▶ **Stored data entries**:
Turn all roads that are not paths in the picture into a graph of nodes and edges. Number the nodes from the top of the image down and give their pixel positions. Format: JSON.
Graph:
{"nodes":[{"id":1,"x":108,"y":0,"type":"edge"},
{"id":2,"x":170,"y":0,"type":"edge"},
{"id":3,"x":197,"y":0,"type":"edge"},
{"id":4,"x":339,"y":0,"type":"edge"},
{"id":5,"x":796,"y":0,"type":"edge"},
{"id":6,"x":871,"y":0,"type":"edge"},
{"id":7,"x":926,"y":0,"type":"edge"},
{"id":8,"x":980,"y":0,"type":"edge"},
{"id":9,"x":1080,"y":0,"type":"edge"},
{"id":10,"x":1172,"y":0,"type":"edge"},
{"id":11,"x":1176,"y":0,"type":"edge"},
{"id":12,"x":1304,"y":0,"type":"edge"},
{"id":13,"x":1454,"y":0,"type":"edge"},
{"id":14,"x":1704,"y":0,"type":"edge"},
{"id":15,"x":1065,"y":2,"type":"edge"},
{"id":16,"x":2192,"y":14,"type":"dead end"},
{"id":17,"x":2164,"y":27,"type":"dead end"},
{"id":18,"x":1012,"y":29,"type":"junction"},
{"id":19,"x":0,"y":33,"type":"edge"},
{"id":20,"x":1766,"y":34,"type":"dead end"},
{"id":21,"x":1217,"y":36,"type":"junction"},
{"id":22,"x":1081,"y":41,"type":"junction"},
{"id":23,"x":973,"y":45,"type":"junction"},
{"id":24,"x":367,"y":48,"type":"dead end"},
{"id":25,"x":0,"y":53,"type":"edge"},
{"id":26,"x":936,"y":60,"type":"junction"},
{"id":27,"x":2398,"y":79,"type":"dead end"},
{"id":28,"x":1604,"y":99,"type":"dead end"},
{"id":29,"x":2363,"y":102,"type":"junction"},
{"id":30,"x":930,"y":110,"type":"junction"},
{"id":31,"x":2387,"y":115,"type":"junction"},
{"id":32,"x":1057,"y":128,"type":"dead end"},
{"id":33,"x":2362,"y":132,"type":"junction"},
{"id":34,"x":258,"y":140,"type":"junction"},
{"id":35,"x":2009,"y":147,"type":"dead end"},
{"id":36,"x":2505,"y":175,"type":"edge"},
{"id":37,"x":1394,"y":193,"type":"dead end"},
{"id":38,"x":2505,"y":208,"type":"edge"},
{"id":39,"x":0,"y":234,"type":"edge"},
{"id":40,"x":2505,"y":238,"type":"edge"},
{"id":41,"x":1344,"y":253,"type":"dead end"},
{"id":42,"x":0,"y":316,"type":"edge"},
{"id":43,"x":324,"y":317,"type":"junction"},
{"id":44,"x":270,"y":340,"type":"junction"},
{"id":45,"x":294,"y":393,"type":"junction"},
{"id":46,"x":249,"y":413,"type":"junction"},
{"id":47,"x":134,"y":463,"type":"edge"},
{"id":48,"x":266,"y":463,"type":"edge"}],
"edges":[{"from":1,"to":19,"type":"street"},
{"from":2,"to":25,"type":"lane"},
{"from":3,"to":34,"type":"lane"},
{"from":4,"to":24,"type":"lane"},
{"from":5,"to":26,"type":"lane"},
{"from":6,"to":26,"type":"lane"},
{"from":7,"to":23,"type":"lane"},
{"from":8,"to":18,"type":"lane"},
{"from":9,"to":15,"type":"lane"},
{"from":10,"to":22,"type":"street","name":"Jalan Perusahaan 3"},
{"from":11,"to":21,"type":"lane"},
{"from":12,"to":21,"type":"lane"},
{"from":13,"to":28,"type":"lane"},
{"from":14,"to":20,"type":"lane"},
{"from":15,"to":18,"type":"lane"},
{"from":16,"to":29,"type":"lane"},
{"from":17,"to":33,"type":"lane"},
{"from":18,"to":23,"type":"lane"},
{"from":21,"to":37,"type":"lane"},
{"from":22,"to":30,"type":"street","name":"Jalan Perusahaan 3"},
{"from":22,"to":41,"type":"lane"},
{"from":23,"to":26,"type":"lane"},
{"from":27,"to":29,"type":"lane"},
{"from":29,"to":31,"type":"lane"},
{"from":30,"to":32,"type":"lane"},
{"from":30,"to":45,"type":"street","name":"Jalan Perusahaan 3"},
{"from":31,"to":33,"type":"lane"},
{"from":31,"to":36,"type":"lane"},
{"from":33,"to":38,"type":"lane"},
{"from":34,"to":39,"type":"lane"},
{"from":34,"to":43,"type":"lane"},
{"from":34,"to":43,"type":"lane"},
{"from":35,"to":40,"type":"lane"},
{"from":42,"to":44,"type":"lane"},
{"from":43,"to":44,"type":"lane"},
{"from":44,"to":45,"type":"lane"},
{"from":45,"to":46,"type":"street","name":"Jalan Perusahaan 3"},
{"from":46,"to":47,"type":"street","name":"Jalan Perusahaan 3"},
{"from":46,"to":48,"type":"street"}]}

▶ **What to do**: Please write out all the data above, exactly as it reads.

▶ **Answer section**:
Turn all roads that are not paths in the picture into a graph of nodes and edges. Number the nodes from the top of the image down and give their pixel positions. Format: JSON.
Graph:
{"nodes":[{"id":1,"x":108,"y":0,"type":"edge"},
{"id":2,"x":170,"y":0,"type":"edge"},
{"id":3,"x":197,"y":0,"type":"edge"},
{"id":4,"x":339,"y":0,"type":"edge"},
{"id":5,"x":796,"y":0,"type":"edge"},
{"id":6,"x":871,"y":0,"type":"edge"},
{"id":7,"x":926,"y":0,"type":"edge"},
{"id":8,"x":980,"y":0,"type":"edge"},
{"id":9,"x":1080,"y":0,"type":"edge"},
{"id":10,"x":1172,"y":0,"type":"edge"},
{"id":11,"x":1176,"y":0,"type":"edge"},
{"id":12,"x":1304,"y":0,"type":"edge"},
{"id":13,"x":1454,"y":0,"type":"edge"},
{"id":14,"x":1704,"y":0,"type":"edge"},
{"id":15,"x":1065,"y":2,"type":"edge"},
{"id":16,"x":2192,"y":14,"type":"dead end"},
{"id":17,"x":2164,"y":27,"type":"dead end"},
{"id":18,"x":1012,"y":29,"type":"junction"},
{"id":19,"x":0,"y":33,"type":"edge"},
{"id":20,"x":1766,"y":34,"type":"dead end"},
{"id":21,"x":1217,"y":36,"type":"junction"},
{"id":22,"x":1081,"y":41,"type":"junction"},
{"id":23,"x":973,"y":45,"type":"junction"},
{"id":24,"x":367,"y":48,"type":"dead end"},
{"id":25,"x":0,"y":53,"type":"edge"},
{"id":26,"x":936,"y":60,"type":"junction"},
{"id":27,"x":2398,"y":79,"type":"dead end"},
{"id":28,"x":1604,"y":99,"type":"dead end"},
{"id":29,"x":2363,"y":102,"type":"junction"},
{"id":30,"x":930,"y":110,"type":"junction"},
{"id":31,"x":2387,"y":115,"type":"junction"},
{"id":32,"x":1057,"y":128,"type":"dead end"},
{"id":33,"x":2362,"y":132,"type":"junction"},
{"id":34,"x":258,"y":140,"type":"junction"},
{"id":35,"x":2009,"y":147,"type":"dead end"},
{"id":36,"x":2505,"y":175,"type":"edge"},
{"id":37,"x":1394,"y":193,"type":"dead end"},
{"id":38,"x":2505,"y":208,"type":"edge"},
{"id":39,"x":0,"y":234,"type":"edge"},
{"id":40,"x":2505,"y":238,"type":"edge"},
{"id":41,"x":1344,"y":253,"type":"dead end"},
{"id":42,"x":0,"y":316,"type":"edge"},
{"id":43,"x":324,"y":317,"type":"junction"},
{"id":44,"x":270,"y":340,"type":"junction"},
{"id":45,"x":294,"y":393,"type":"junction"},
{"id":46,"x":249,"y":413,"type":"junction"},
{"id":47,"x":134,"y":463,"type":"edge"},
{"id":48,"x":266,"y":463,"type":"edge"}],
"edges":[{"from":1,"to":19,"type":"street"},
{"from":2,"to":25,"type":"lane"},
{"from":3,"to":34,"type":"lane"},
{"from":4,"to":24,"type":"lane"},
{"from":5,"to":26,"type":"lane"},
{"from":6,"to":26,"type":"lane"},
{"from":7,"to":23,"type":"lane"},
{"from":8,"to":18,"type":"lane"},
{"from":9,"to":15,"type":"lane"},
{"from":10,"to":22,"type":"street","name":"Jalan Perusahaan 3"},
{"from":11,"to":21,"type":"lane"},
{"from":12,"to":21,"type":"lane"},
{"from":13,"to":28,"type":"lane"},
{"from":14,"to":20,"type":"lane"},
{"from":15,"to":18,"type":"lane"},
{"from":16,"to":29,"type":"lane"},
{"from":17,"to":33,"type":"lane"},
{"from":18,"to":23,"type":"lane"},
{"from":21,"to":37,"type":"lane"},
{"from":22,"to":30,"type":"street","name":"Jalan Perusahaan 3"},
{"from":22,"to":41,"type":"lane"},
{"from":23,"to":26,"type":"lane"},
{"from":27,"to":29,"type":"lane"},
{"from":29,"to":31,"type":"lane"},
{"from":30,"to":32,"type":"lane"},
{"from":30,"to":45,"type":"street","name":"Jalan Perusahaan 3"},
{"from":31,"to":33,"type":"lane"},
{"from":31,"to":36,"type":"lane"},
{"from":33,"to":38,"type":"lane"},
{"from":34,"to":39,"type":"lane"},
{"from":34,"to":43,"type":"lane"},
{"from":34,"to":43,"type":"lane"},
{"from":35,"to":40,"type":"lane"},
{"from":42,"to":44,"type":"lane"},
{"from":43,"to":44,"type":"lane"},
{"from":44,"to":45,"type":"lane"},
{"from":45,"to":46,"type":"street","name":"Jalan Perusahaan 3"},
{"from":46,"to":47,"type":"street","name":"Jalan Perusahaan 3"},
{"from":46,"to":48,"type":"street"}]}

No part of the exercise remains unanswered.